Records to use:

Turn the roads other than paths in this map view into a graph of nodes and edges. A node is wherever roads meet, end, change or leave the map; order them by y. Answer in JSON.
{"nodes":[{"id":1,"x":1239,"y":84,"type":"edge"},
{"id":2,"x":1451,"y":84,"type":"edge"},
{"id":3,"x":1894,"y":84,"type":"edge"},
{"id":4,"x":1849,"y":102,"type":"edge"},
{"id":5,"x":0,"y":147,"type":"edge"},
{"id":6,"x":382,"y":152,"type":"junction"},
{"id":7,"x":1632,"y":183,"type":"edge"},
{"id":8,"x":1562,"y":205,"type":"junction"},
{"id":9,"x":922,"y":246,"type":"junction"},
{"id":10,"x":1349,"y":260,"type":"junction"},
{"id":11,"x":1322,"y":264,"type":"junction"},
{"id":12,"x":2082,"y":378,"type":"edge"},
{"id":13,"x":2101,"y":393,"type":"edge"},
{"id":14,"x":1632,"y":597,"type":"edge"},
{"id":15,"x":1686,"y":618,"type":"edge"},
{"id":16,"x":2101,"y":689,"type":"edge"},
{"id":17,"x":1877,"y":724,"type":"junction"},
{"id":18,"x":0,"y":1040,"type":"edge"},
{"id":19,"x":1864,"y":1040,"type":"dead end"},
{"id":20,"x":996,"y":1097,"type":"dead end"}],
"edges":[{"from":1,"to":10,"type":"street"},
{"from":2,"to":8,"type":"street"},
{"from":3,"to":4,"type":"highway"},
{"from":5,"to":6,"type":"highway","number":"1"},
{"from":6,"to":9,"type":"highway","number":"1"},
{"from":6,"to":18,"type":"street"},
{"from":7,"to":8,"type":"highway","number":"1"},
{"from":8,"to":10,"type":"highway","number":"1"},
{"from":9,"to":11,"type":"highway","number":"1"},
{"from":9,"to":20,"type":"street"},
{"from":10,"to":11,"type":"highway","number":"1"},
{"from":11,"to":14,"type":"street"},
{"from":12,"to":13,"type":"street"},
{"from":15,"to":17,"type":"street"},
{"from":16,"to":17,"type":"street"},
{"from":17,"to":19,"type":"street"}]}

What to work on:
Read through the entries, then copy every line where the string "nodes" is found.

Task solution:
Turn the roads other than paths in this map view into a graph of nodes and edges. A node is wherever roads meet, end, change or leave the map; order them by y. Answer in JSON.
{"nodes":[{"id":1,"x":1239,"y":84,"type":"edge"},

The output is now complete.